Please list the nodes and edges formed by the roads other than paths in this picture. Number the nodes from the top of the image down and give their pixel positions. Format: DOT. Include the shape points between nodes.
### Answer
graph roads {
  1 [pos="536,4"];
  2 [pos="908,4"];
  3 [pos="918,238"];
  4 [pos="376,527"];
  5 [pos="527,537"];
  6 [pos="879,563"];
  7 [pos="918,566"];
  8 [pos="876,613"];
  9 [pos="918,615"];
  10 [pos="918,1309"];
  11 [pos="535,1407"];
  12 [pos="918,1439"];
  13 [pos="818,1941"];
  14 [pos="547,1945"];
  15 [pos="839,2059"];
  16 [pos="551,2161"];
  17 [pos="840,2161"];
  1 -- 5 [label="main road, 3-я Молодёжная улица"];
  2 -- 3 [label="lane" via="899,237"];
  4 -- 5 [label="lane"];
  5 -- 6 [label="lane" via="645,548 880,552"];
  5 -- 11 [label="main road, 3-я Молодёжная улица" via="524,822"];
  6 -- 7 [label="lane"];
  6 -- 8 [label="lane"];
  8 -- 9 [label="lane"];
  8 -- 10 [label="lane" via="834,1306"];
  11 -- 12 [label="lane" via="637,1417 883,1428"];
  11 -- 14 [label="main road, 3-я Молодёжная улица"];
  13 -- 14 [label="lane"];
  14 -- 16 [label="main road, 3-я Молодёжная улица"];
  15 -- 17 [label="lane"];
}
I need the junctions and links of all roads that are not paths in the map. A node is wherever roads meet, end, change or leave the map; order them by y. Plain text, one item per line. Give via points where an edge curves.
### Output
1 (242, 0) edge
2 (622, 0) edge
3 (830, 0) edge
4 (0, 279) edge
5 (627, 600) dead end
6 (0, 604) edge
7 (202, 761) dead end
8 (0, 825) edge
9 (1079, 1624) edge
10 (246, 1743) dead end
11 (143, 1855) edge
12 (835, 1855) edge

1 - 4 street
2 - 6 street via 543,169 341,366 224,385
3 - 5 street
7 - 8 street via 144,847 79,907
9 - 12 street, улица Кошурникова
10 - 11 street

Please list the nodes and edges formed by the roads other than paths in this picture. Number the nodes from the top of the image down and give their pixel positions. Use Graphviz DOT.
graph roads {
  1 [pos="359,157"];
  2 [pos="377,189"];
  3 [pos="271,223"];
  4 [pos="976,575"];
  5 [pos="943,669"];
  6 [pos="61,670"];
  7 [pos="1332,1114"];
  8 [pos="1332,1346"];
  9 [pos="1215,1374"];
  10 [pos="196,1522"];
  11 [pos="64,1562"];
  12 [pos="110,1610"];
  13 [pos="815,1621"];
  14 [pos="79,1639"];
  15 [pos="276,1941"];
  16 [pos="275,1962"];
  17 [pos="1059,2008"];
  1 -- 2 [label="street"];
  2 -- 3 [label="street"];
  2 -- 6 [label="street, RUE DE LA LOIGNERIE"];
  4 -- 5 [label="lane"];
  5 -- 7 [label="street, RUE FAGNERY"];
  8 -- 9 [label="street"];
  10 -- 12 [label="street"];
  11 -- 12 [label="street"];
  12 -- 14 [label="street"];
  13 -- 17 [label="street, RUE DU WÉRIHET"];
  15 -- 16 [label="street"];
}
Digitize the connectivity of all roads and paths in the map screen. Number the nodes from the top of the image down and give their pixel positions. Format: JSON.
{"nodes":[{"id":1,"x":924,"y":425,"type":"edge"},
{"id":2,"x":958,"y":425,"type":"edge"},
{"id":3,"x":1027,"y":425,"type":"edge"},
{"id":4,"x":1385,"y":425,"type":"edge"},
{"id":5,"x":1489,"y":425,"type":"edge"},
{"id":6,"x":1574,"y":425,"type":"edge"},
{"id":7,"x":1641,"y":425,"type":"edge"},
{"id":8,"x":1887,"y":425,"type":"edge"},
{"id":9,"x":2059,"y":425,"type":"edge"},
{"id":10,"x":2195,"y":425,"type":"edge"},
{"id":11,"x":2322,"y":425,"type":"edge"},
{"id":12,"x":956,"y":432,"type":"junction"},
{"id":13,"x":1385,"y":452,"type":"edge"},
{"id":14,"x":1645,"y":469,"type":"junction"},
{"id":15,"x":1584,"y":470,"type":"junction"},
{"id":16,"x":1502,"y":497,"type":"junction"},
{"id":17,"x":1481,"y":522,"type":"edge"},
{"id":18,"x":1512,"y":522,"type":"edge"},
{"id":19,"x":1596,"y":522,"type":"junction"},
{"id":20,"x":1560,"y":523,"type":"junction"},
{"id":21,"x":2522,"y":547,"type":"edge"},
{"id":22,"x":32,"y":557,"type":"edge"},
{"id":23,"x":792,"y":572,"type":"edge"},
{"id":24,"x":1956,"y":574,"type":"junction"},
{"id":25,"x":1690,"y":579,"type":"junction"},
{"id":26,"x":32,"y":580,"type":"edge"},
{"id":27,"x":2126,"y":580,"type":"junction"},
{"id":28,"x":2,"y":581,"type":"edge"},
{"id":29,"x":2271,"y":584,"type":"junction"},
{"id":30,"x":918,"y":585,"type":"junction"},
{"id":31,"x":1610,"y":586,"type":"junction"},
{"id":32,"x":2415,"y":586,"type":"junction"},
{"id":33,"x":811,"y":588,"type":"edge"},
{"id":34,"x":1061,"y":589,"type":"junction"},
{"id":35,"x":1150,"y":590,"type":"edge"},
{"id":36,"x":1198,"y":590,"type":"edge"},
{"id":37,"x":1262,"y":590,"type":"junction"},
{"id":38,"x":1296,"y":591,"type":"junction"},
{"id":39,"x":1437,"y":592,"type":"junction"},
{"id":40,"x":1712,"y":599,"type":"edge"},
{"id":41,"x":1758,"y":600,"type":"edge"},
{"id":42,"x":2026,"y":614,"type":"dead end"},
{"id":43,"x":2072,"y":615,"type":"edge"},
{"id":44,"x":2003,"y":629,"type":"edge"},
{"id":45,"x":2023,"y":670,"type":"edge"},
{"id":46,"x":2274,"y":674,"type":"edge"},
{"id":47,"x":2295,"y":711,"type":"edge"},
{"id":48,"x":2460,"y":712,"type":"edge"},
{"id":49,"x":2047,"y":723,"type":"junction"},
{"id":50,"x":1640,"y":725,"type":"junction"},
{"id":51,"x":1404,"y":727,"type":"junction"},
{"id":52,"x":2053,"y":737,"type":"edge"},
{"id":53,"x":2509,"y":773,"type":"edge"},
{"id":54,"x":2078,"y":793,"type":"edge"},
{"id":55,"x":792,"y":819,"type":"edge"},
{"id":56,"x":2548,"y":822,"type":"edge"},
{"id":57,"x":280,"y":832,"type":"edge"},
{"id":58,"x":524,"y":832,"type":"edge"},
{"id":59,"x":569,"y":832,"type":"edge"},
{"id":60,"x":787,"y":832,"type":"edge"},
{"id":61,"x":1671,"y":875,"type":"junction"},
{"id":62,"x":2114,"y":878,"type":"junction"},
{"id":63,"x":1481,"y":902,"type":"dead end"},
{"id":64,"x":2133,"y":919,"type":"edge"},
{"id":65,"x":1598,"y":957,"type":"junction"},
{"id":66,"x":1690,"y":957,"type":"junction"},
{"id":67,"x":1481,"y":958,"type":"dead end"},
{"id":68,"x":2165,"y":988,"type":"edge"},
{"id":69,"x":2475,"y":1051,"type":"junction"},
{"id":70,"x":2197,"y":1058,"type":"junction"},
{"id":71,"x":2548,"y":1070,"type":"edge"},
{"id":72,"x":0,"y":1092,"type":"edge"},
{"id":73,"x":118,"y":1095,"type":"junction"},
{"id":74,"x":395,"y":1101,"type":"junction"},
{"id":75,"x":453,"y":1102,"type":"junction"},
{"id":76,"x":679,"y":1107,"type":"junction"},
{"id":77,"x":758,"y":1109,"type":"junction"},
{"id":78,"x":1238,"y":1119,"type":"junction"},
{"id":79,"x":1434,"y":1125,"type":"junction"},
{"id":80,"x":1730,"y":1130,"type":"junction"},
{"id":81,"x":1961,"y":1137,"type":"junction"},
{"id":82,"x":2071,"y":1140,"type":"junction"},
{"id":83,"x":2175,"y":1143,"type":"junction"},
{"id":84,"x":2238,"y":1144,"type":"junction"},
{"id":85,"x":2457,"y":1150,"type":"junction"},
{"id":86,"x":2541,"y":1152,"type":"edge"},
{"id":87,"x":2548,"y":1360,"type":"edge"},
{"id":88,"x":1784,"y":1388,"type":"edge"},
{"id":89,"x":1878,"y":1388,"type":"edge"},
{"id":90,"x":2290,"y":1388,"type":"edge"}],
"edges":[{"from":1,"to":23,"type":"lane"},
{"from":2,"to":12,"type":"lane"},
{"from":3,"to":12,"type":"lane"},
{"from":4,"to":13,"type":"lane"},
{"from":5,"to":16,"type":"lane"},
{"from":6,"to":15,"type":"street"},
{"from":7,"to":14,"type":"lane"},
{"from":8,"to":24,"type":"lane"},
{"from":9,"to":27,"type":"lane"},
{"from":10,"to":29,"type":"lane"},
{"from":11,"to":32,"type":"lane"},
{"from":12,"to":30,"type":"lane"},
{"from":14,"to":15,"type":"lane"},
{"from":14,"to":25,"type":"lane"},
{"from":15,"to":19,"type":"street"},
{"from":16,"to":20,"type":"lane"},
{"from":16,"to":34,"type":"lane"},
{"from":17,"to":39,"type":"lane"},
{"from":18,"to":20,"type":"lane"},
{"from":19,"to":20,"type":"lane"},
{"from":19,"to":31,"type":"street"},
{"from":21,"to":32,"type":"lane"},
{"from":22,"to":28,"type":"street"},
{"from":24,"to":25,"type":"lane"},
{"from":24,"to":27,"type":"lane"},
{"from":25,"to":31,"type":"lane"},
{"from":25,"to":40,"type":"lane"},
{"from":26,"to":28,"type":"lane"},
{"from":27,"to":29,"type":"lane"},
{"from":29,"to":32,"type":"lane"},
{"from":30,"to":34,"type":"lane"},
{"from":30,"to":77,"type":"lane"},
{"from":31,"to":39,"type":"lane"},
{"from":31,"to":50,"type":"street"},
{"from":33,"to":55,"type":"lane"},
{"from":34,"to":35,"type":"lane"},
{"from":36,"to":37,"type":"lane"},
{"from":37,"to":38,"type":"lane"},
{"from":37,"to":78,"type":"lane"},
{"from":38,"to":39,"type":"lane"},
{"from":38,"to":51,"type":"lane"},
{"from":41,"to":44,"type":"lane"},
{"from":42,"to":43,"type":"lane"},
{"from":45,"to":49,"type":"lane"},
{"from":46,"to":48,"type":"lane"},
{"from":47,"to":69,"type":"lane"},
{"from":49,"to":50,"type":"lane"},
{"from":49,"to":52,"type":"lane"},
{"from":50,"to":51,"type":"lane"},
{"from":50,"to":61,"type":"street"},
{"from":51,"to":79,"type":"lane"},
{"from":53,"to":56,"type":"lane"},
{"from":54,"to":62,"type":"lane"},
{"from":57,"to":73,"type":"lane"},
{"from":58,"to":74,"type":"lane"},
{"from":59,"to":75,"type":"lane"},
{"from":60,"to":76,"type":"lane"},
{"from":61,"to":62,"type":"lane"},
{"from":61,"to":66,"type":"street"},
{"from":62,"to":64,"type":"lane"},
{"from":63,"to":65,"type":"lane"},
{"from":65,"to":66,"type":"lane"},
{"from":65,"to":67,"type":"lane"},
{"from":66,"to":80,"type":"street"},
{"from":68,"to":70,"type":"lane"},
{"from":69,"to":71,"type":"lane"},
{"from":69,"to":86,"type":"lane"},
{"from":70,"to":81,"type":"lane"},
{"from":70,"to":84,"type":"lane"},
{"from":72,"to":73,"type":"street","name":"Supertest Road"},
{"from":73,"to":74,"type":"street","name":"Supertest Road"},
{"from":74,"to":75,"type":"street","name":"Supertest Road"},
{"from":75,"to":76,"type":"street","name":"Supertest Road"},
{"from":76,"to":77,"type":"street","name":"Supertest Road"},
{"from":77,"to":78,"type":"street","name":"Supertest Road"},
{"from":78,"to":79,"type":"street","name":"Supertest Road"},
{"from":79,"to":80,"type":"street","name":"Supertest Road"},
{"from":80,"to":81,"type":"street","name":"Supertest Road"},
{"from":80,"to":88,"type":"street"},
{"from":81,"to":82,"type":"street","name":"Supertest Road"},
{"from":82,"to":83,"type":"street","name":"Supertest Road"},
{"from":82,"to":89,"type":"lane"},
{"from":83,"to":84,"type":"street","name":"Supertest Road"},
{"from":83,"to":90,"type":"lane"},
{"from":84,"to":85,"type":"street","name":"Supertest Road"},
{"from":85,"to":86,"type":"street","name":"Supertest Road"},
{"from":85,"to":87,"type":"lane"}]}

TASK PROMPT:
Within the listing above, find every line containing the string "dead" and return it.

ANSWER TO THE EXERCISE:
5 (627, 600) dead end
7 (202, 761) dead end
10 (246, 1743) dead end
{"id":42,"x":2026,"y":614,"type":"dead end"},
{"id":63,"x":1481,"y":902,"type":"dead end"},
{"id":67,"x":1481,"y":958,"type":"dead end"},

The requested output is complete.